Problem requirements:
Using the data below, return all lines in which "Mataram" appears.

[Stored data]
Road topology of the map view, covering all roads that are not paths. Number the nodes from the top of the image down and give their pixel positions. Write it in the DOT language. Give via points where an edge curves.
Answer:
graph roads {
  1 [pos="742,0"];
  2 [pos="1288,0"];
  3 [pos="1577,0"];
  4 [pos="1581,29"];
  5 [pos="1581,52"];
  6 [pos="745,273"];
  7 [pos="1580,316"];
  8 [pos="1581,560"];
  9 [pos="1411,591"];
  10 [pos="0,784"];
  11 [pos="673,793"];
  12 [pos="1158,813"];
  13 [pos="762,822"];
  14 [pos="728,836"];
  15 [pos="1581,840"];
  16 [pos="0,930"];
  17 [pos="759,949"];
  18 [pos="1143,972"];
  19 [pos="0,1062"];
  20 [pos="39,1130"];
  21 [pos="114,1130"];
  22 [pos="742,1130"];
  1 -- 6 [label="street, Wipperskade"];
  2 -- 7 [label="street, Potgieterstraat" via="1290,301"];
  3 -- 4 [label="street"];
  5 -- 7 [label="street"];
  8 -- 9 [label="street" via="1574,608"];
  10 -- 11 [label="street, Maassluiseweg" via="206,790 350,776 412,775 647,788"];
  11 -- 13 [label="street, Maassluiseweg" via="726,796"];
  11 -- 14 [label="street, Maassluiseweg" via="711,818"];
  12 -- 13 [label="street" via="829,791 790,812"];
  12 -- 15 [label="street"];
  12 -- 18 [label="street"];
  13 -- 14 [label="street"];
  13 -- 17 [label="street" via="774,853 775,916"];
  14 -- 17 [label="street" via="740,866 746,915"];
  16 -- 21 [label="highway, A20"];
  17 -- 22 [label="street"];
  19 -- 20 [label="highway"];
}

--

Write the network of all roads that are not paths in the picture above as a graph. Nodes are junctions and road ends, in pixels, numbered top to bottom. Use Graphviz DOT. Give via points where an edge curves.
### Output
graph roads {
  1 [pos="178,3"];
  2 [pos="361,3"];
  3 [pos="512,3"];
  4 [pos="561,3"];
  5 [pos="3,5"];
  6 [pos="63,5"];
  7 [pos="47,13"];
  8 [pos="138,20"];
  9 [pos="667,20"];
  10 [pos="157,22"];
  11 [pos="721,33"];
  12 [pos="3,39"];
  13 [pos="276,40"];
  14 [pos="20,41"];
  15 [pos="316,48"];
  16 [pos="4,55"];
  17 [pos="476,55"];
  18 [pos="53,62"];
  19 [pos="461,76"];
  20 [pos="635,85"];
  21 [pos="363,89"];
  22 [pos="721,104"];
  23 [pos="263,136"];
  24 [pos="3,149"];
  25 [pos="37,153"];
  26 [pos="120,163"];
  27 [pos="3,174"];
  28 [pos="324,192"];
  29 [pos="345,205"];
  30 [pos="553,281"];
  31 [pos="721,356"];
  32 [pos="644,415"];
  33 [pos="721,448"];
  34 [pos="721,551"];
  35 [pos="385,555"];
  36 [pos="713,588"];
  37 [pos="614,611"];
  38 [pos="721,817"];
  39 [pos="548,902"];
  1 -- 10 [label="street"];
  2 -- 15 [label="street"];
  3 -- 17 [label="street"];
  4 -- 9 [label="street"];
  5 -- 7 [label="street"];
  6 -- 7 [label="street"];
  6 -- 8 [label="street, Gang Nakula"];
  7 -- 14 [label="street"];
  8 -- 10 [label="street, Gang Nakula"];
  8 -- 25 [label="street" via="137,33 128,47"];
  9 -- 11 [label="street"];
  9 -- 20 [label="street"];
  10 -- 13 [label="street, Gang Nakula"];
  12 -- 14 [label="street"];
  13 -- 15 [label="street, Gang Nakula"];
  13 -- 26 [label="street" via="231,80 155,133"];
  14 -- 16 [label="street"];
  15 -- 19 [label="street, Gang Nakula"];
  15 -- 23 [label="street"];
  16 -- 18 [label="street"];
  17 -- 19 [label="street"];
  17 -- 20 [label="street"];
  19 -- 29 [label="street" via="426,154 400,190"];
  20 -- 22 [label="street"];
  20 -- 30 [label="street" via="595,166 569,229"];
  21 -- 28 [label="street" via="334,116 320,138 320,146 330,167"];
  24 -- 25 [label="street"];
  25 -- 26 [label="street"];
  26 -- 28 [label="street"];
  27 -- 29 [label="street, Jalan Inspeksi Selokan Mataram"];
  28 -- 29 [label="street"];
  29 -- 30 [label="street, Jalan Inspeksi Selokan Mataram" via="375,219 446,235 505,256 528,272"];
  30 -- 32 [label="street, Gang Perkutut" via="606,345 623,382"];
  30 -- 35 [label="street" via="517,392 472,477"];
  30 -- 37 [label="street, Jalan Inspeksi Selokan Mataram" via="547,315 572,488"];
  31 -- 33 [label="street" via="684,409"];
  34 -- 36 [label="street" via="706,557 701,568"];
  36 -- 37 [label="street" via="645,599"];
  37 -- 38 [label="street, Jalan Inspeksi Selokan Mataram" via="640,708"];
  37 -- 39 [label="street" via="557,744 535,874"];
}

---

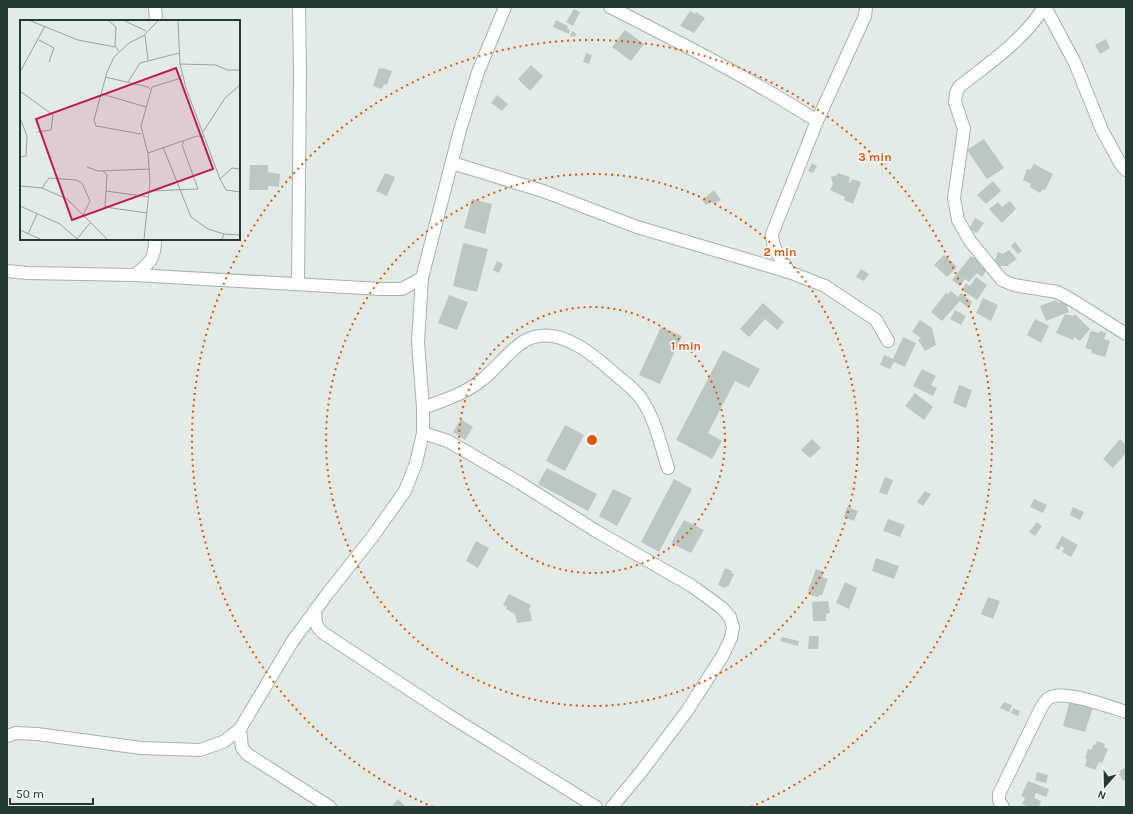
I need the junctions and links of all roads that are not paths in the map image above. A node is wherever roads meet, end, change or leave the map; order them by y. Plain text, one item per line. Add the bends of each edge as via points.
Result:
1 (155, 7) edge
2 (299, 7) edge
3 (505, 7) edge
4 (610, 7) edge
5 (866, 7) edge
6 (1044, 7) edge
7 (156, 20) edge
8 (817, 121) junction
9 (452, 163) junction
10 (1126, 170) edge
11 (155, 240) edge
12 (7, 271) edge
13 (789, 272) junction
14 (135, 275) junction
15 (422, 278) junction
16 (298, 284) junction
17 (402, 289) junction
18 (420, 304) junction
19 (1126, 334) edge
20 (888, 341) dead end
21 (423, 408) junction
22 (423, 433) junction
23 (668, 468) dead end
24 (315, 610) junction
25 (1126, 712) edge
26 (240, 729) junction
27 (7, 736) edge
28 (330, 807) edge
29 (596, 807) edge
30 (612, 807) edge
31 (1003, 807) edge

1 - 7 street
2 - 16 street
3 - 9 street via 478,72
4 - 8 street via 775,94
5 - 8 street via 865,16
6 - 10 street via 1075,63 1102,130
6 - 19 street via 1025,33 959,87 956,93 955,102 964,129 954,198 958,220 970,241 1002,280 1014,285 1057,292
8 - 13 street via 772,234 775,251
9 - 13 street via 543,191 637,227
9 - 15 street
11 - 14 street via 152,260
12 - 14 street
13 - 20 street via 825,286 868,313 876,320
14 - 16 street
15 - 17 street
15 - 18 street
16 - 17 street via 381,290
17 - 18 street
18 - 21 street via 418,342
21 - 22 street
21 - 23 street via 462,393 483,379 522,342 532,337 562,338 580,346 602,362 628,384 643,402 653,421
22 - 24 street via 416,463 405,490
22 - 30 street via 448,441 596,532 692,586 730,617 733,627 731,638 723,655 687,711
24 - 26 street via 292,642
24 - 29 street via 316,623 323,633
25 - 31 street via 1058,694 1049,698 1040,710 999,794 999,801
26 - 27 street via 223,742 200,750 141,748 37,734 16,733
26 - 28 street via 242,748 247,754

Reply to the exercise:
  27 -- 29 [label="street, Jalan Inspeksi Selokan Mataram"];
  29 -- 30 [label="street, Jalan Inspeksi Selokan Mataram" via="375,219 446,235 505,256 528,272"];
  30 -- 37 [label="street, Jalan Inspeksi Selokan Mataram" via="547,315 572,488"];
  37 -- 38 [label="street, Jalan Inspeksi Selokan Mataram" via="640,708"];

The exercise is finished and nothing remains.